Alumni Profile: Rushay Naik

‘Even Electricity is Political’

From performing research on Indonesian punk rockers to examining the way Geneva’s infrastructure affects peace institutions, Rushay Naik has been around the world and back during his time at UofT. Graduating with a degree in Peace, Conflict and Justice and Global Health, Rushay has researched case studies across the globe examining the relationship between health systems, infrastructure, and peace processes. He plans to further his studies as he pursues his Masters of Science in Global Health Services Research at the Dalla Lana School of Public Health. During this summer, Rushay has stayed busy working as a Summer Research Fellow for the University of Oxford COVID-19 Government Response Tracker.

Rushay Naik presenting his research on the future of urban infrastructure as a School of Cities Fellow

What initially drew you to PCJ?

Coming into UofT, I was interested in global health, so I was initially drawn to Human Biology. But I also wanted to study health as a political concept. My family, stemming from Apartheid-era Zimbabwe and Zambia, gave me an acute awareness of how politics affects health systems. In first year, I was in Munk One,which gave me the opportunity to understand how to approach solutions to global problems that would have an established impact. Through Munk One, I discovered PCJ. I realized it was not a traditional International Relations program and explored a number of topics. It took a much more holistic and interdisciplinary approach of global affairs that interrogated and questioned international crises. The small class sizes also appealed to me versus the big first year Con Hall classes I had been a part of. Plus, the Munk School has so many resources for students to research and challenge the world around them.

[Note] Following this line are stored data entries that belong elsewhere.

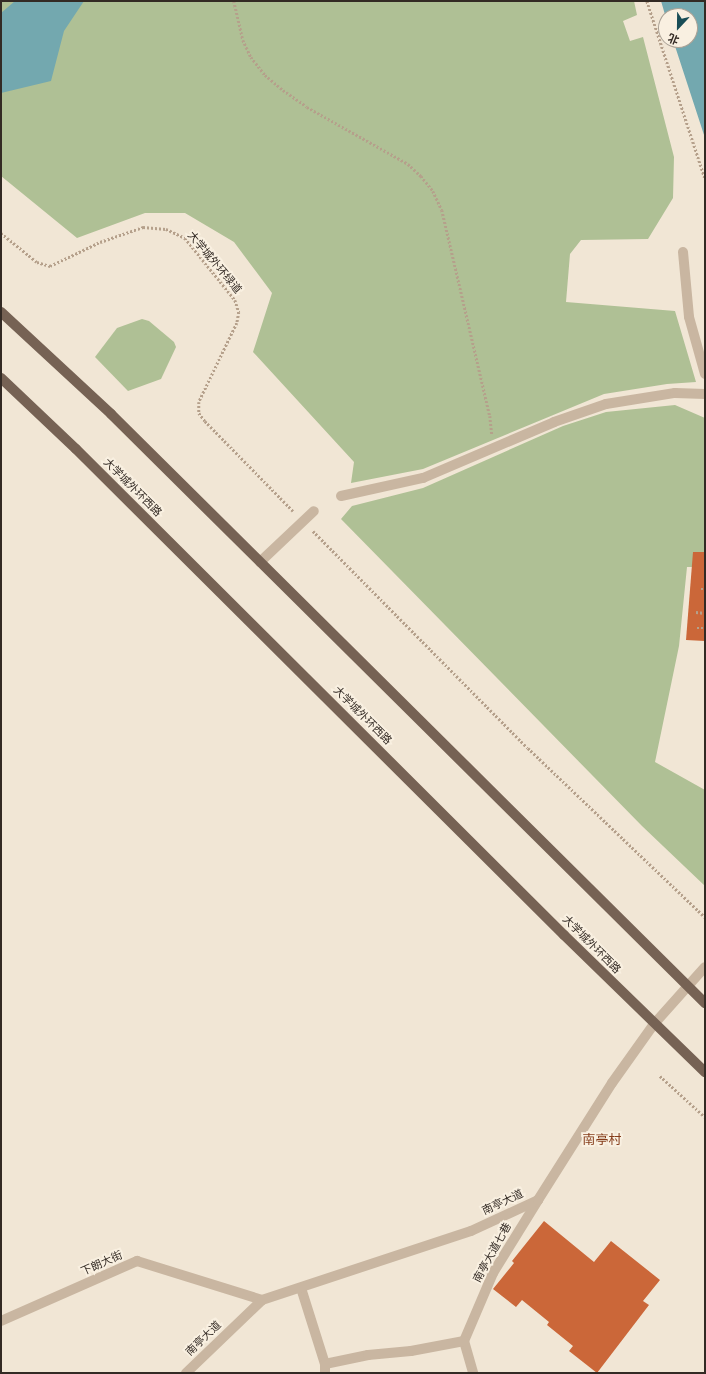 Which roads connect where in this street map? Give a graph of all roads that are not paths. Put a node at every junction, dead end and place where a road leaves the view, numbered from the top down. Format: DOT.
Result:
graph roads {
  1 [pos="683,252"];
  2 [pos="1,312"];
  3 [pos="705,374"];
  4 [pos="1,378"];
  5 [pos="705,394"];
  6 [pos="342,496"];
  7 [pos="314,511"];
  8 [pos="260,562"];
  9 [pos="705,967"];
  10 [pos="687,986"];
  11 [pos="705,1004"];
  12 [pos="654,1024"];
  13 [pos="705,1072"];
  14 [pos="538,1200"];
  15 [pos="301,1288"];
  16 [pos="262,1300"];
  17 [pos="1,1321"];
  18 [pos="464,1341"];
  19 [pos="325,1368"];
  20 [pos="186,1373"];
  21 [pos="473,1373"];
  1 -- 3 [label="street"];
  2 -- 8 [label="main road"];
  4 -- 12 [label="main road, 大学城外环西路"];
  5 -- 6 [label="street"];
  7 -- 8 [label="street"];
  8 -- 10 [label="main road"];
  9 -- 10 [label="street, 南亭大道"];
  10 -- 11 [label="main road"];
  10 -- 12 [label="street, 南亭大道"];
  12 -- 13 [label="main road, 大学城外环西路"];
  12 -- 14 [label="street, 南亭大道"];
  14 -- 15 [label="street, 南亭大道"];
  14 -- 18 [label="street, 南亭大道七巷"];
  15 -- 16 [label="street, 南亭大道"];
  15 -- 19 [label="street"];
  16 -- 17 [label="street, 下朗大街"];
  16 -- 20 [label="street, 南亭大道"];
  18 -- 19 [label="street"];
  18 -- 21 [label="street"];
} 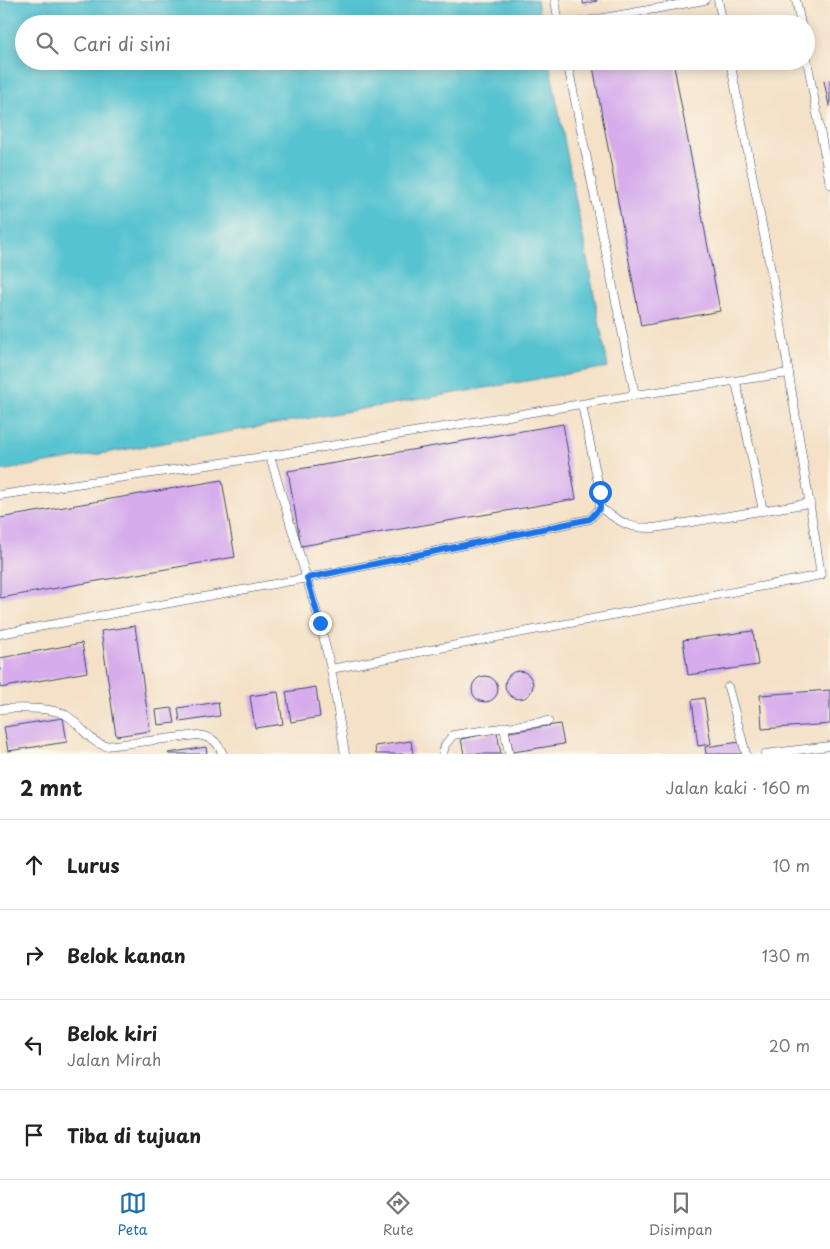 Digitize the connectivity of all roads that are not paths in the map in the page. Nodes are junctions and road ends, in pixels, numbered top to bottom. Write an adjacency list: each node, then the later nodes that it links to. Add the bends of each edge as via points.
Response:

Rushay (second to left) alongside the research team in Mongolia studying a government initiative on solar home systems

What is your favourite aspect of PCJ?

Throughout my time as a PCJ student, I was able to be part of a number of projects that expanded my perspective. These experiences gave me an unparalleled opportunity to engage with what I was learning come to life. As a researcher in the Reach Project, my team researched solar home systems in Mongolia. Our research showed that a lack of energy built into an organized movement with political agency. It really showed me how even basic necessities are political. As a fellow for the Schools of Cities, I continued analyzing case studies where simple things contributed to peace. For example, in India, a bus transformed to a a hygiene facility, helped to build the community. In Texas, a vacant Walmart transformed into a library, helped bring about social stability. Getting out of the classroom was the best way to understand what I was learning in the classroom. I saw this especially in 4th year, where we were able to use research methods to analyze specific topics. We were taught why fairness was important and how all the tangential experiences we had throughout our time in PCJ could be applied to current realities. I was able to examine how relationships build capacity and agency and the multi-faceted impacts of such relationships.But above all, my favourite part of PCJ is the community. Over the span of 3 years, you get to know your classmates really well. You are surrounded by passionate individuals, all with different perspectives. It really gave me a sense of home. 

What does your position entail day-to-day?

Rushay pictured in Geneva where he performed research on how the city’s infrastructure impacted the city’s function as a centre of global peace

I’m currently working on a global project based at the University of Oxford where we are working to build a dataset to be used by policymakers, journalists and scholars to understand the policy effects of COVID. We are collecting global data on government responses and coding updated in real time. This dataset is meant to build an early analysis of COVID-19 and its impact on state affairs in countries. We produce regional biweekly reports to summarize what has been happening around the world, with my focus being in South Asia. Our work also focuses on finding proactive solutions, especially in post-conflict settings. I’m also interested in how public health systems can prevent greater emergence of conflict by studying the partnerships between states and societies.

What influence did PCJ have on your path both at U of T and after?

Coming out of 4th year, I had gained a lot of information about the kinds of work I enjoyed. The dialogue that took place in our PCJ courses was always running in the back of my mind.  I began to see concepts we discussed in class like state legitimacy and public trust in a real context. PCJ made me want to question who operates the mechanisms that affect peace processes. It all fed into the Master’s I am pursuing now where I am studying health systems and their service deliveries. I see these systems as potential solutions to improve state legitimacy, especially in fragile states where these institutions and data concerning them are rare.

What is one piece of advice you have to offer to either current or prospective students?

Use your experiences. Don’t be afraid to be personal. It only provides a richer conversation for everyone involved. And if you are passionate about something, find spaces where you will be part of the dialogue about such issues.